The shift to digitalisation is one that will impact every industry, and Doersam is fully aware of Emirates’ need to capitalise on the trend. In a low margin industry such as aviation, the ability to exploit any possible advantage is key. “The main question for us is ‘What will be its impact on finance?’” he says. “The massive quantities of data and information that are available need to be used in a meaningful way, and for this to happen, a strong collaboration between technology and finance is needed. We need to find the game-changing data so that the business can benefit.”
In line with this digitalisation drive, a number of technology analyst and research companies have labelled the future ubiquity of the Chief Digital Officer role as inevitable. Doersam, however, does not agree with the assertion, saying that the existing CFO-CIO collaboration should continue without interruption. “From a finance perspective I don’t see a real need for a CDO,” he says. “With a CIO and Group Finance SVP in place, both are embedded in business functions. The real issue is how we can deal with the challenges of Big Data going forward. I don’t really believe that a centralised role will benefit the organisation in this respect.”

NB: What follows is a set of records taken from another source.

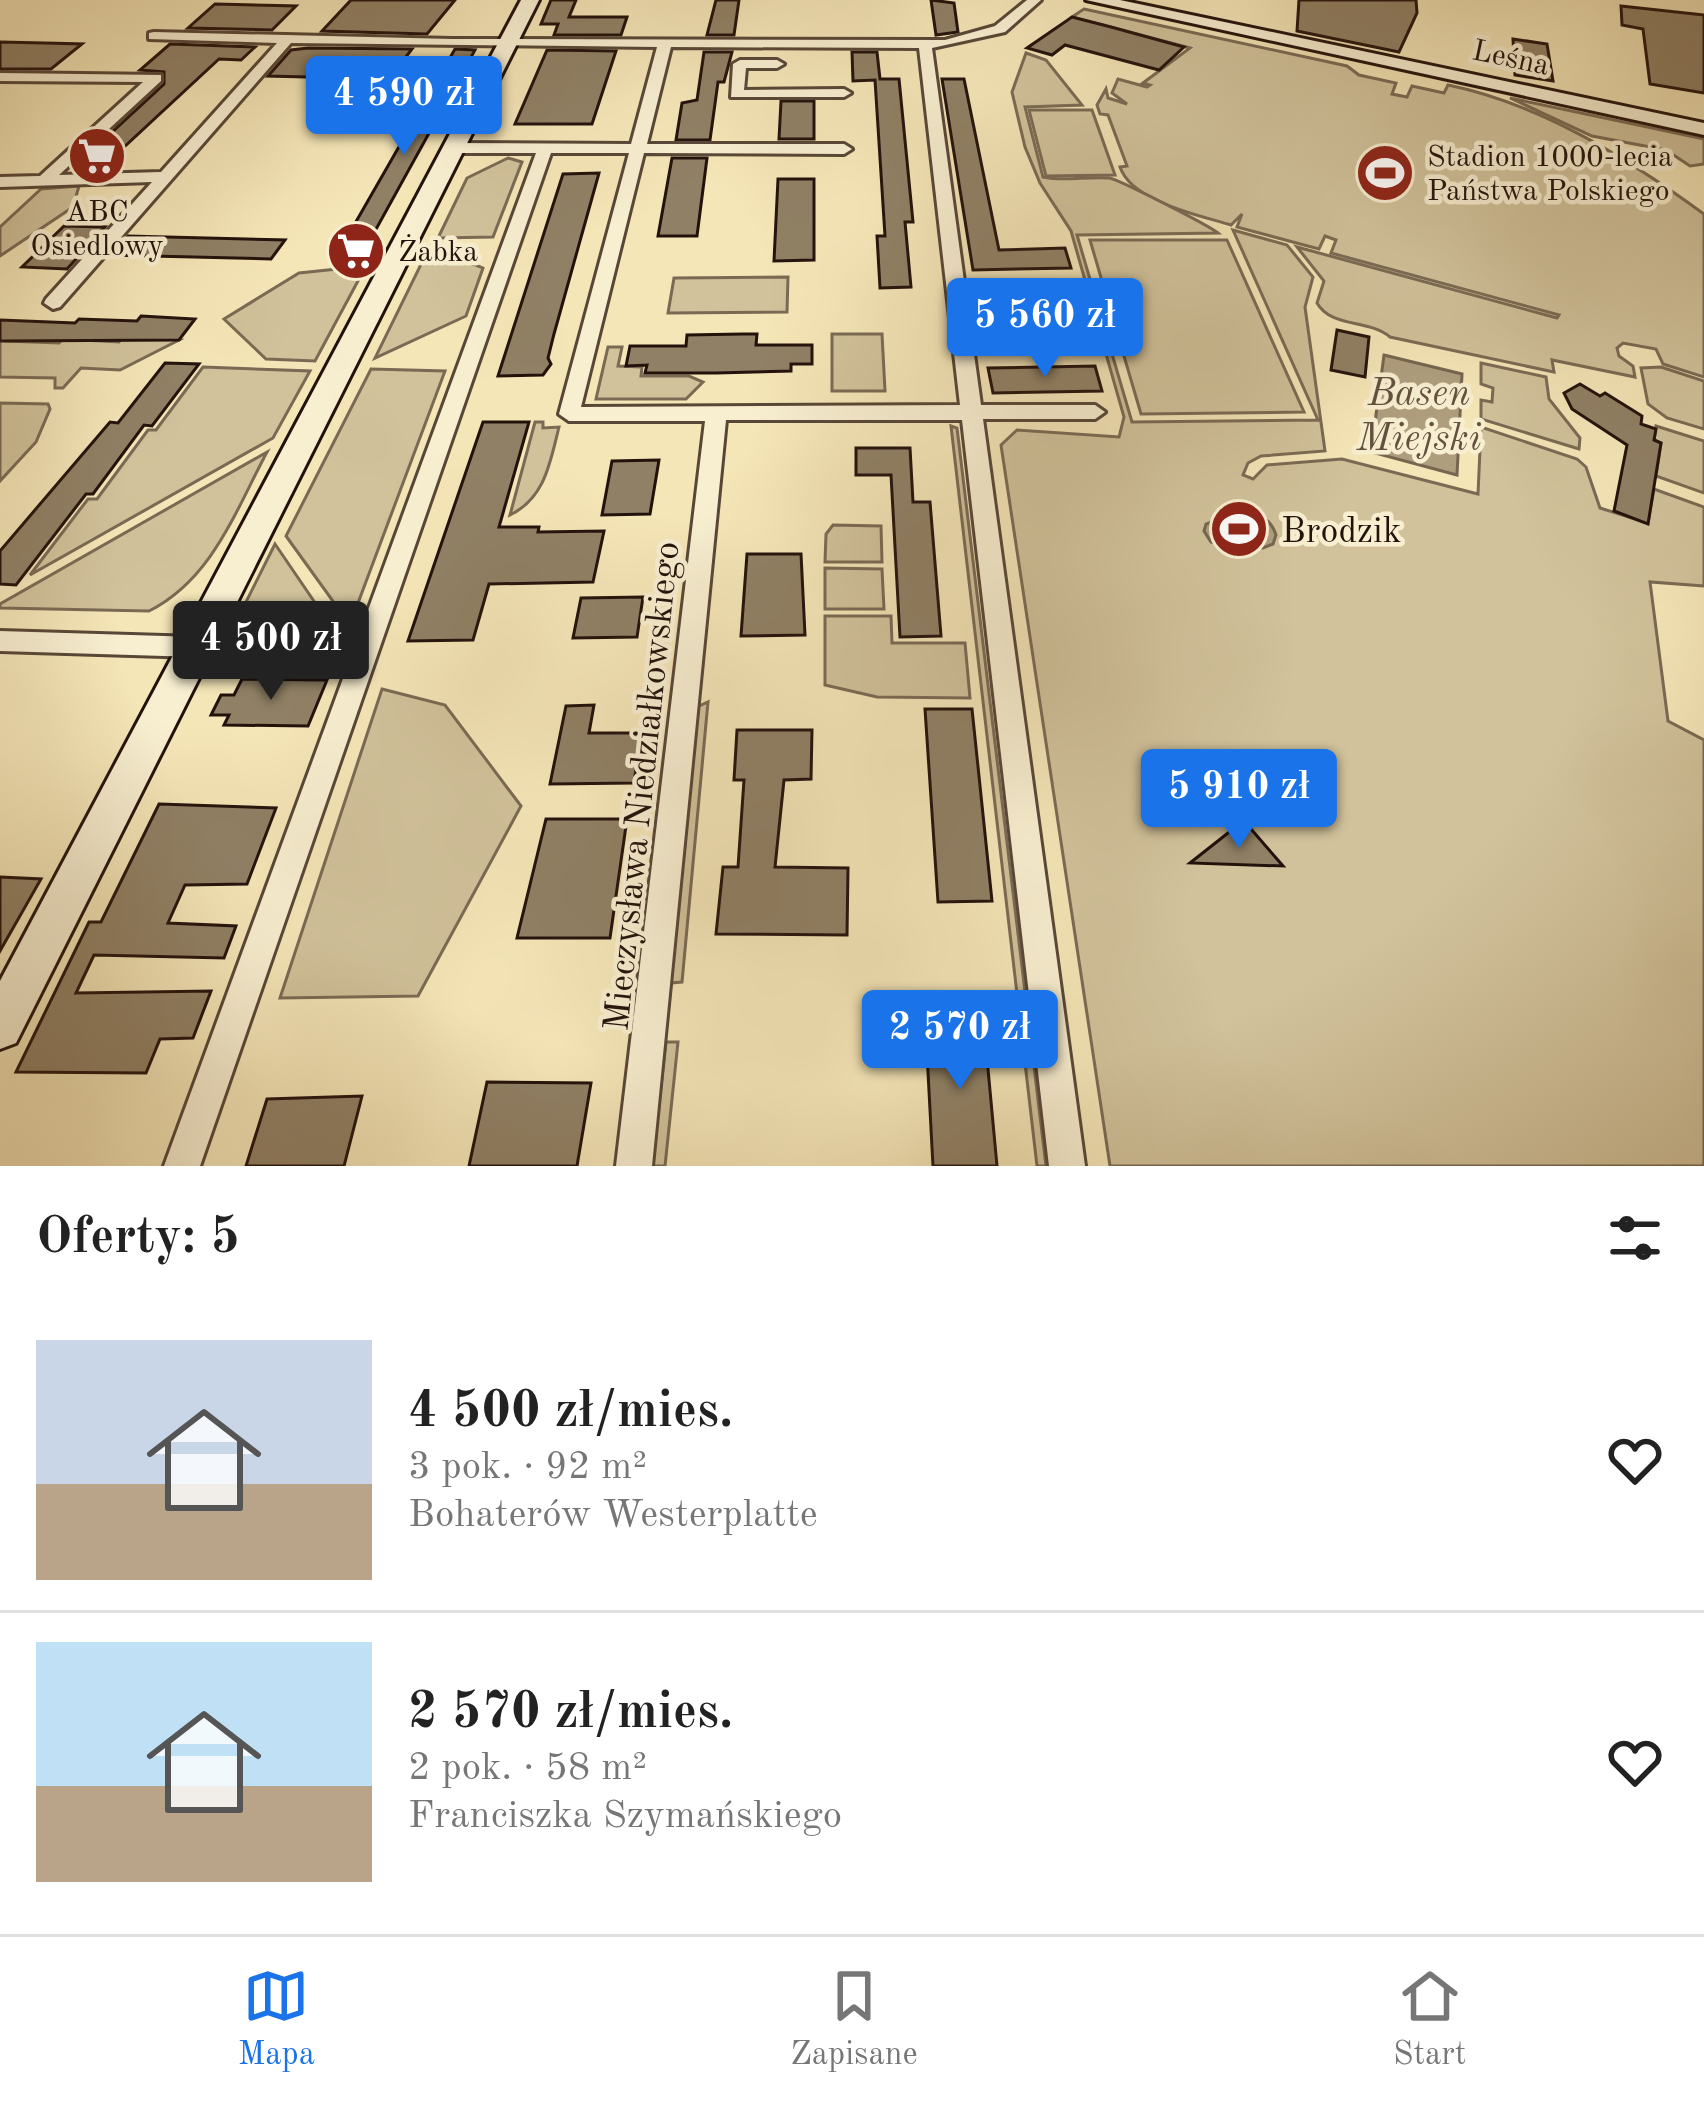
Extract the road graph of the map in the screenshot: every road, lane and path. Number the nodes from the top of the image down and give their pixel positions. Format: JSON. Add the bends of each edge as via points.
{"nodes":[{"id":1,"x":530,"y":0,"type":"edge"},
{"id":2,"x":1035,"y":0,"type":"edge"},
{"id":3,"x":1095,"y":0,"type":"edge"},
{"id":4,"x":154,"y":36,"type":"dead end"},
{"id":5,"x":286,"y":40,"type":"junction"},
{"id":6,"x":508,"y":44,"type":"junction"},
{"id":7,"x":665,"y":44,"type":"junction"},
{"id":8,"x":925,"y":44,"type":"junction"},
{"id":9,"x":777,"y":64,"type":"dead end"},
{"id":10,"x":0,"y":77,"type":"edge"},
{"id":11,"x":844,"y":93,"type":"dead end"},
{"id":12,"x":1704,"y":128,"type":"edge"},
{"id":13,"x":453,"y":148,"type":"junction"},
{"id":14,"x":544,"y":149,"type":"junction"},
{"id":15,"x":636,"y":149,"type":"junction"},
{"id":16,"x":844,"y":149,"type":"dead end"},
{"id":17,"x":166,"y":177,"type":"junction"},
{"id":18,"x":46,"y":179,"type":"junction"},
{"id":19,"x":0,"y":182,"type":"edge"},
{"id":20,"x":53,"y":303,"type":"dead end"},
{"id":21,"x":969,"y":412,"type":"junction"},
{"id":22,"x":1095,"y":412,"type":"dead end"},
{"id":23,"x":716,"y":414,"type":"junction"},
{"id":24,"x":0,"y":640,"type":"edge"},
{"id":25,"x":196,"y":647,"type":"junction"},
{"id":26,"x":0,"y":1028,"type":"edge"},
{"id":27,"x":182,"y":1166,"type":"edge"},
{"id":28,"x":634,"y":1166,"type":"edge"},
{"id":29,"x":1067,"y":1166,"type":"edge"}],
"edges":[{"from":1,"to":6,"type":"street"},
{"from":2,"to":8,"type":"street","via":[[989,34]]},
{"from":3,"to":12,"type":"street","name":"Leśna"},
{"from":4,"to":5,"type":"street"},
{"from":5,"to":6,"type":"street"},
{"from":5,"to":17,"type":"street"},
{"from":6,"to":7,"type":"street"},
{"from":6,"to":13,"type":"street"},
{"from":7,"to":8,"type":"street"},
{"from":7,"to":15,"type":"street"},
{"from":8,"to":21,"type":"street"},
{"from":9,"to":11,"type":"street","via":[[740,64],[736,94]]},
{"from":10,"to":18,"type":"street","via":[[156,78]]},
{"from":13,"to":14,"type":"street"},
{"from":13,"to":25,"type":"street"},
{"from":14,"to":15,"type":"street"},
{"from":14,"to":27,"type":"street"},
{"from":15,"to":16,"type":"street"},
{"from":15,"to":23,"type":"street","via":[[568,412]]},
{"from":17,"to":18,"type":"street"},
{"from":17,"to":20,"type":"street"},
{"from":18,"to":19,"type":"street"},
{"from":21,"to":22,"type":"street"},
{"from":21,"to":23,"type":"street"},
{"from":21,"to":29,"type":"street"},
{"from":23,"to":28,"type":"street","name":"Mieczysława Niedziałkowskiego"},
{"from":24,"to":25,"type":"street"},
{"from":25,"to":26,"type":"street"}]}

Unlike a lot of businesses, where the question surrounding who is the main custodian of company data – the CIO or the CFO – remains contentious, Doersam has achieved a diplomatic and productive balance in solving the issue. “At Emirates, it’s always discussed in terms of a partnership,” he says. “We both have our business hats on, and by using ideas from both sides of the table we ensure that it doesn’t sit on one side or the other, and is used to find the best way forward for Emirates.”
Emirates’ status as a world-class airline necessitates exemplary service across the board, and, now more than ever, technology sits near the top of the list of customer service priorities. To that end, the increased breadth of payment and interaction channels available to customers has required a range of fresh approaches from enterprise IT teams. This shift in demand is never far from Doersam’s mind. “From a business perspective, we always have to think about being more agile,” he says. “Being able to offer products across a variety of platforms and systems is absolutely essential; the customer will simply not accept being able to purchase through only one channel. This ultimately comes down to an extreme collaboration between the financial and commercial departments.” Doersam says that Emirates is also leading the industry with a high numbner of alternate payment options. “We’re continuously looking at new solutions and have a number of new payment options currently in our development pipeline,” he says. “It’s imperative that we remain as agile as possible.”
Doersam firmly believes that comprehensive upgrades in both technology and business processes over the last nine years have made a huge contribution to the company’s success. While modern initiatives like on-board Wi-Fi play their part in keeping customers happy, the sharpening of internal affairs has been hugely beneficial. “On the one hand, the automation of systems has been hugely advantageous from an accounting perspective,” he says. “At the same time, it’s opened up new opportunities on the analytics side. Technology is playing a massive part in this. It’s always thinking of new ways of fuelling Emirates.”